Troponin T elevation in acute aortic syndromes: Frequency and impact on diagnostic delay and misdiagnosis

Aims: Despite troponin assay being a part of the diagnostic work up in many conditions with acute chest pain, little is known about its frequency and clinical implications in acute aortic syndromes (AASs). In our study we assessed frequency, impact on diagnostic delay, inappropriate treatments, and prognosis of troponin elevation in AAS. Methods and results: Data were collected from a prospective metropolitan AAS registry (398 patients diagnosed between 2000 and 2013). Cardiac troponin test, using either standard or high sensitivity assay, was performed according to standard protocol used in chest pain units. Troponin T values were available in 248 patients (60%) of the registry population; the overall frequency of troponin positivity was 28% (ranging from 16% to 54%, using standard or high sensitivity assay respectively, p = 0.001). Troponin positivity was frequently associated with acute coronary syndromes (ACS)-like electrocardiogram findings, and with a twofold increased risk of long in-hospital diagnostic time (odds ratio (OR) 1.92, 95% confidence interval (CI) 1.05–3.52, p = 0.03). The combination of positive troponin and ACS-like electrocardiogram abnormalities resulted in a significantly increased risk of in-hospital delay/coronary angiography/antithrombotic therapy due to a misdiagnosis of ACS (OR 2.48, 95% CI 1.12–5.54, p = 0.02).

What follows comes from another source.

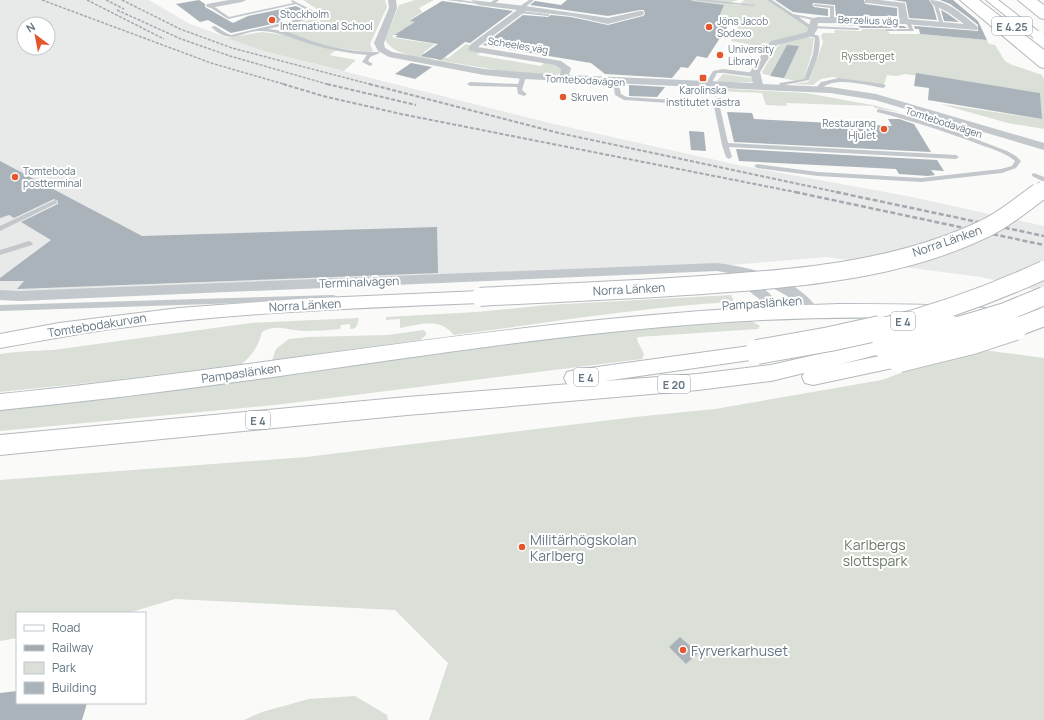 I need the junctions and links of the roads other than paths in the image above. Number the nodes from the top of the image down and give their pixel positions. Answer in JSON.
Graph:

However, troponin positivity was not associated with in-hospital mortality (OR 1.63, 95% CI 0.86–3.10, p = 0.131). Conclusions: Troponin positivity was a frequent finding in AAS patients, particularly when a high sensitivity assay was employed. Abnormal troponin values were strongly associated with ACS-like electrocardiogram findings and with in-hospital diagnostic delay but apparently they did not influence in-hospital mortality.

Impact of high-sensitivity Troponin T on hospital admission, resources utilization, and outcomes:

Aims: The use of high-sensitivity cardiac Troponin T (hs-cTnT) assay might lead to overdiagnosis and overtreatment of Acute Coronary Syndromes (ACS). This study assessed the epidemiological, clinical and prognostic impact of introducing hs-cTnT in the everyday clinical practice of an Emergency Department. Methods and Results: We compared all consecutive patients presenting with suspected ACS at the Emergency Department, for whom troponin levels were measured. In particular, we considered 597 patients presenting during March 2010, when standard cardiac Troponin T (cTnT) assay was used, and 629 patients presenting during March 2011, when hs-cTnT test was used. Patients with suspected ACS and troponin levels above the 99th percentile (Upper Reference Limit, URL) significantly increased when using an hs-cTnT assay (17.2% vs. 37.4%, p< 0.001). Accordingly, also the mean GRACE risk score increased (124.2 ± 37.2 vs. 136.7 ± 32.2; p< 0.001). However, the final diagnosis of Acute Myocardial Infarction (AMI) did not change significantly (8.7% vs. 6.8%, p=0.263) by using a rising and/or falling pattern of hs-cTnT (change ≥ 50% or ≥ 20% depending on baseline values). In addition, no significant differences were found between the two study groups with respect to in-hospital (2.7% vs. 1.9%, p=0.366) and 1-year mortality (9.8% vs. 7.6%, p=0.216). Conclusions: We did not observe overdiagnosis and overtreatment issues in presenters with suspected ACS managed by appropriate changes in hs-cTnT levels, despite the increase in the number of patients presenting with abnormal troponin levels. This occurred without a rise in short-term and mid-term mortality.